Blitz della polizia al Village di Ostia: sgomberato l’ex stabilimento balneare
Di Maria Grazia Stella il 06/02/2026
Nel corso dell’operazione sono stati identificati una dozzina di occupanti per un segnale di legalità sul lungomare

Ostia (Rm) – Un’operazione imponente, attesa da tempo, che segna un punto di svolta per uno dei luoghi simbolo del degrado del litorale romano. Nella mattinata di oggi, venerdì 6 febbraio, blitz della polizia all’interno dell’ex stabilimento Village di Ostia, struttura ormai ridotta a rifugio di fortuna per senzatetto e persone in condizioni di forte disagio sociale.
Da stabilimento di tendenza a terra di nessuno
Quello che un tempo era un lido alla moda, frequentato da vip e giovani, è diventato negli anni una ferita aperta sul lungomare Paolo Toscanelli. L’ex Village, legato al clan Fasciani, si è progressivamente trasformato in un accampamento degradato, scenario di incuria, abbandono e anche di episodi di violenza. Proprio qui, la scorsa estate, si verificò un grave accoltellamento: un uomo uscì dalla struttura, colpì un’altra persona sul lungomare e rientrò immediatamente all’interno.
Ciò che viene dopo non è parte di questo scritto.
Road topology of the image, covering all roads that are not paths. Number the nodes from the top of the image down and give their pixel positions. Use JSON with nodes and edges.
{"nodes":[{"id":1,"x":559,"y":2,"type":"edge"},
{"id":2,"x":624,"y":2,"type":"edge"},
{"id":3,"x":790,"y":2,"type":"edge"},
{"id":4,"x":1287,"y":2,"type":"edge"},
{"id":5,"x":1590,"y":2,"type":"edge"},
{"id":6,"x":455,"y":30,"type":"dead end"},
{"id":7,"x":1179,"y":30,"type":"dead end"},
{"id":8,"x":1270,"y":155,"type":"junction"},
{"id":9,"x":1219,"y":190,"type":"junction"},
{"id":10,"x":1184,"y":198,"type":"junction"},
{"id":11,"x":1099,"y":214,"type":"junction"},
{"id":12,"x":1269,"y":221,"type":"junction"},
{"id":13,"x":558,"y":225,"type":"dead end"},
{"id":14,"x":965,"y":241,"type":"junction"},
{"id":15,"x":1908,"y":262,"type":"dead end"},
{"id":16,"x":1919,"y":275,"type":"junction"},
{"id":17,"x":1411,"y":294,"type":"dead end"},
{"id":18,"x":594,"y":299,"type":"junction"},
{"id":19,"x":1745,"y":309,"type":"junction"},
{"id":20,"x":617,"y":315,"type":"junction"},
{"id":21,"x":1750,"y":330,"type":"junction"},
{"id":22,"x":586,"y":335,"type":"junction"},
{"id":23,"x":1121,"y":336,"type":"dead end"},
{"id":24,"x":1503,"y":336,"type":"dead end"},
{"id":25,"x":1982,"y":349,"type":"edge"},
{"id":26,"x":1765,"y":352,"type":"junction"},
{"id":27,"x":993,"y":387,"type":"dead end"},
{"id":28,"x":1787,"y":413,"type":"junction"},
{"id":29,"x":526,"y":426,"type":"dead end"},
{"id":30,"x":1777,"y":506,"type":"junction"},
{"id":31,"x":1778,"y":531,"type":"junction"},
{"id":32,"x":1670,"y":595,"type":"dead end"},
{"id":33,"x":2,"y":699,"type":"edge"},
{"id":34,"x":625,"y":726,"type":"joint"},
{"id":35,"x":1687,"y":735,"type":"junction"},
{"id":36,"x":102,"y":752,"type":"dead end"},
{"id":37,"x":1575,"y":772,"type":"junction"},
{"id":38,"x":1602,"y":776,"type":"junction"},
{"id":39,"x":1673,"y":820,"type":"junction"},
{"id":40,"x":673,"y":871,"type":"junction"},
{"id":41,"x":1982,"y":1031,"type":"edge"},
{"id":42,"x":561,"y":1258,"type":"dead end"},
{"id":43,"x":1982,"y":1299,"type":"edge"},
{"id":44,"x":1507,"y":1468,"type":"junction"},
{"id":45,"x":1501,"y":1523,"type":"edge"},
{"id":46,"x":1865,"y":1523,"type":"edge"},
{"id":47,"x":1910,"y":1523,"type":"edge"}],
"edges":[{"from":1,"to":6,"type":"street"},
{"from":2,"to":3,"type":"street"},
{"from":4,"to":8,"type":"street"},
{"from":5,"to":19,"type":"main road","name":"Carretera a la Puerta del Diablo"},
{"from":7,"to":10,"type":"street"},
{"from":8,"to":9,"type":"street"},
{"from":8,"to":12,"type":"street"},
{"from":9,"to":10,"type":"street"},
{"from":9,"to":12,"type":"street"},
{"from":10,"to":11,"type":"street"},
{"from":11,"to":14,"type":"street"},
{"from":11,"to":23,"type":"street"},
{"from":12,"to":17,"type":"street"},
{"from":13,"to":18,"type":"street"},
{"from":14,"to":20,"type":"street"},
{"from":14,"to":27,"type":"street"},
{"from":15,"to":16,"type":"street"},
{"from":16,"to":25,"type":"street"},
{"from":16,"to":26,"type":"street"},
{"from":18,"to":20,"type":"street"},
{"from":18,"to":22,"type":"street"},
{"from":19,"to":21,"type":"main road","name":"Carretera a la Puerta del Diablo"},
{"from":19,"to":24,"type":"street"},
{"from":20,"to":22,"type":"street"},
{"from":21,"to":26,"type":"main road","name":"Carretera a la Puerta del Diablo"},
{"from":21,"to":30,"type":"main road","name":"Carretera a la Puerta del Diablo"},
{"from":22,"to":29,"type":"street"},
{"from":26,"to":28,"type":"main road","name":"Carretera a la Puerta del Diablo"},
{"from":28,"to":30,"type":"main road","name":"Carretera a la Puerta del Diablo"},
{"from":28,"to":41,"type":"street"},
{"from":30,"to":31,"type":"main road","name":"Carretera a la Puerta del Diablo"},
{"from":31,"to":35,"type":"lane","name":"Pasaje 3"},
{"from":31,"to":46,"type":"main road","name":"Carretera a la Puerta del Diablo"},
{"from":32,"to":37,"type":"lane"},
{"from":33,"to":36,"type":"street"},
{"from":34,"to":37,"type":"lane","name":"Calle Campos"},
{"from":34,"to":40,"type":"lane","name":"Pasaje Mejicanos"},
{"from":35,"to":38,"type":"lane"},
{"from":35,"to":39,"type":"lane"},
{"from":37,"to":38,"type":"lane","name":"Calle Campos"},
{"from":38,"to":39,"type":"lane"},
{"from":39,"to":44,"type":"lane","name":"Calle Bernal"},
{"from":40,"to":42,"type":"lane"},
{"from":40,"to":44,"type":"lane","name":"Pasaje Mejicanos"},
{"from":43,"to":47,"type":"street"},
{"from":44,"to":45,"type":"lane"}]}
L’intervento all’alba del X Distretto Lido di Roma
Sin dalle prime ore del mattino, numerose pattuglie del X Distretto Lido di Roma hanno circondato l’area, avviando le operazioni di sgombero dell’impianto. All’interno dello stabilimento sono ancora presenti circa un centinaio di cabine in legno, ormai ridotte a catapecchie, segno evidente di un degrado che dura da troppo tempo.
L’intera area appare come una vera e propria “terra di nessuno”, evitata da residenti e cittadini per timore e insicurezza.
Rifiuti, rottami e condizioni igieniche precarie
Il quadro emerso durante il blitz è quello di una situazione limite: cumuli di rifiuti sparsi tra le cabine, sanitari abbandonati, water divelti, sacchi colmi di abiti smessi, avanzi di cibo e carrelli della spesa probabilmente sottratti ai supermercati. Un contesto di degrado estremo, aggravato dall’assenza di qualsiasi controllo e manutenzione.
Dal sequestro alla gestione pubblica mai decollata
Il Village era stato sequestrato nel 2018 nell’ambito delle operazioni Tramonto e Alba Nuova, che portarono alla condanna del clan Fasciani da parte del tribunale di Roma. Successivamente, la struttura era stata affidata alla Sezione Beni Sequestrati e poi all’Agenzia nazionale per i beni sequestrati e confiscati, organismo del Ministero dell’Interno.
Un passaggio che avrebbe dovuto rappresentare l’inizio di un percorso di recupero della legalità e di restituzione del bene alla collettività. Invece, nel tempo, l’ex stabilimento è scivolato in uno stato di totale abbandono, diventando una struttura fuori controllo.
Identificazioni e supporto della Polizia Locale
Nel corso dell’operazione sono state identificate circa 12 persone. A supporto delle forze dell’ordine, per la gestione della viabilità, sono intervenuti anche gli agenti del X Gruppo Mare della Polizia Locale di Roma Capitale.
Un segnale per il territorio: “Lo Stato c’è”
L’operazione è stata accolta con favore da molti cittadini e residenti della zona, che da tempo chiedevano un intervento deciso. Un’azione letta come un segnale importante di presenza dello Stato e di ripristino della legalità su un tratto di lungomare strategico per Ostia.
Non va dimenticato che lo scorso anno l’area era stata anche teatro di un incendio, con alcune cabine andate completamente distrutte dalle fiamme.
Ora la palla passa a Roma Capitale
Il prossimo passo spetta ora a Roma Capitale, che più volte ha annunciato progetti di abbattimento, riqualificazione e pieno rilancio dell’area. Un intervento atteso, necessario, per restituire dignità e sicurezza a uno dei punti più delicati del litorale romano.
Un luogo simbolo del degrado potrebbe finalmente diventare il simbolo di una rinascita.